Christian dramatization of the soul’s struggle for salvation, along with its secular derivatives, is arguably the driving force in the West’s historical success. The more advanced the exchange system, the more individual participants are obliged to invest in their own “story.” Does the preference for undramatic “Buddhist” moral exemplarity over Western personal-historical drama suggest, then, a turning-away from this investment? I think not.

Let us read “Desiderata” as an expression of American “Buddhism.” The work, more a homily than a poem, consists almost entirely of a series of imperatives. We are told to go placidly, to speak quietly (and to listen), to avoid comparing ourselves to others, to remain interested in our careers, to accept aging, to be cheerful, to strive to be happy. Yet the strongest statement of the poem is in the indicative mode: “You are a child of the universe, no less than the trees and the stars; you have a right to be here.” Only one penetrated by Western romantic alienation and Geworfenheit (“thrown-ness”) could conceive, or require, such reassurance. I’d be willing to bet that the average Buddhist would find this poem inappropriately focused on protection of self rather than loss of self.

The most striking feature of Ehrmann’s text is the constant backing and filling in an effort to reconcile asceticism and hedonism, to defer the violence of worldly desire in such a way as to forestall a resentful reaction.
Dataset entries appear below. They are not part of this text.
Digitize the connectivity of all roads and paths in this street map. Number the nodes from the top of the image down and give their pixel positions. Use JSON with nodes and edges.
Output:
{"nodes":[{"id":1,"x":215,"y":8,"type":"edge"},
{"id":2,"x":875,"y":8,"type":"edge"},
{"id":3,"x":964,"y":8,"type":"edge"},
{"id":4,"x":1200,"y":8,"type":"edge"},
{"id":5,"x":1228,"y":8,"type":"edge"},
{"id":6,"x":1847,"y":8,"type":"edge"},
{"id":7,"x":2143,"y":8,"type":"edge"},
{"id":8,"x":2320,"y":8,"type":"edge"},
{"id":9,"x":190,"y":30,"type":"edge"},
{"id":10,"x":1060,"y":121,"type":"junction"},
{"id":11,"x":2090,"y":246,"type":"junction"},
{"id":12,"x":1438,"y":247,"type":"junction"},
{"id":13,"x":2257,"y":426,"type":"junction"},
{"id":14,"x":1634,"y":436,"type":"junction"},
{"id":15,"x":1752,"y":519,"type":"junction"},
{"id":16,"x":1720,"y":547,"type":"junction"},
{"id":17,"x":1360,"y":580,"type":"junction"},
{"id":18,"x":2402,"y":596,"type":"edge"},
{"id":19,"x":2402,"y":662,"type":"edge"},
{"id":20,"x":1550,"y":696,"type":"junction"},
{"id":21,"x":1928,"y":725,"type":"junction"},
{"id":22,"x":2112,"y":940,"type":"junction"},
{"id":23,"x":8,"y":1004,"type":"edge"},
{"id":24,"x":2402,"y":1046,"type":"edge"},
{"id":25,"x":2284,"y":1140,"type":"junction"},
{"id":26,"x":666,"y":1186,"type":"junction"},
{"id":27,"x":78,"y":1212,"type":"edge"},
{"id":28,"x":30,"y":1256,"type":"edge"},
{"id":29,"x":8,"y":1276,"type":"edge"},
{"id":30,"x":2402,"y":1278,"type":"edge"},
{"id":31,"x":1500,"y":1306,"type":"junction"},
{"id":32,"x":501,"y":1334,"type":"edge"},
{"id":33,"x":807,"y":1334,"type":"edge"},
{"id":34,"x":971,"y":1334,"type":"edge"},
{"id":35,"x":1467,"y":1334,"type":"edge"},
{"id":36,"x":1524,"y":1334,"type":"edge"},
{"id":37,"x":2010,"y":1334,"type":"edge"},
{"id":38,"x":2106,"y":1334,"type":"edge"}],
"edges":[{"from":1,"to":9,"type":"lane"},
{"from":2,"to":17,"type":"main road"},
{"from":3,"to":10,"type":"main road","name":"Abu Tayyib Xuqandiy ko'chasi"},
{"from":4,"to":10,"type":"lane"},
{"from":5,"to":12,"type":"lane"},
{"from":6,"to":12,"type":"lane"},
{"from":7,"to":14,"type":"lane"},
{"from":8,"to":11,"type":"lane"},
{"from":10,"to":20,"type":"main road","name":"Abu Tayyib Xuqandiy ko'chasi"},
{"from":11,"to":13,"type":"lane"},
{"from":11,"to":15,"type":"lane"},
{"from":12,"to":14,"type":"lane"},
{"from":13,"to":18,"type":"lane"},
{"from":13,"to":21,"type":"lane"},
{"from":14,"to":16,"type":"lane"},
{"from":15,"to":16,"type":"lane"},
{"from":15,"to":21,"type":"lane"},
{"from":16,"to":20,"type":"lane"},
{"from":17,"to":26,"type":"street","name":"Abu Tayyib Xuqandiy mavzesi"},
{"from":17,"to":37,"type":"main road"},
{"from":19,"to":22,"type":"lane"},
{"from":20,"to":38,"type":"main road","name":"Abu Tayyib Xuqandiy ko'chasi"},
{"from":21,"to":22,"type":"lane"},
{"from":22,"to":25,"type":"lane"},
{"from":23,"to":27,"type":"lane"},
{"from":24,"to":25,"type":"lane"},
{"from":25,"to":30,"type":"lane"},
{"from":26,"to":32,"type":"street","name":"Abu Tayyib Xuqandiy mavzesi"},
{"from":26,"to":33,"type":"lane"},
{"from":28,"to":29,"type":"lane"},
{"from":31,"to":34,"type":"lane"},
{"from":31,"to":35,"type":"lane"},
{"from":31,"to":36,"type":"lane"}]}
This attitude is perhaps best illustrated by the line, “Beyond a wholesome discipline, be gentle with yourself.” The ancient ne quid nimis (nothing in excess) is here applied, not to desire, but to the self-discipline that controls desire. Or: “Whatever your labors and aspirations in the noisy confusion of life, keep peace in your soul.” We have come a long way from the moral striving of an earlier phase of market society, illustrated by Henley’s “Invictus,” Kipling’s “If”–best of all, by Longfellow’s “Psalm of Life”:

Life is real! Life is earnest!
And the grave is not its goal;
Dust thou art, to dust returnest,
Was not spoken of the soul.

Not enjoyment, and not sorrow,
Is our destined end or way;
But to act, that each tomorrow
Find us farther than today.

A more mature market society balances consumption with production, “discipline” with “gentleness.” It cultivates the drama of each life, but, in order to maintain the energy required for this cultivation, it gives us a fall-back position, a way of looking at our lives in which nothing need be won or lost. What we think of as “Buddhist” is really a perspective that, by reassuring us of the availability of this position, permits us to invest yet more energy in worldly ambition.

Perhaps the twenty-first century will discover that this kind of spirituality is more helpful than the Christian variety in the mature global marketplace. But it is more likely that the market system, and the globalizing culture that accompanies it, is evolving toward a pluralistic synthesis of (at least) Western historicism and Eastern transcendentalism. We were already Christians, and now we are Buddhists too.


Born in 1915, my uncle Marty, a Jew who sang in church choirs and wanted to be remembered with a Buddhist image, was already a citizen of the twenty-first century.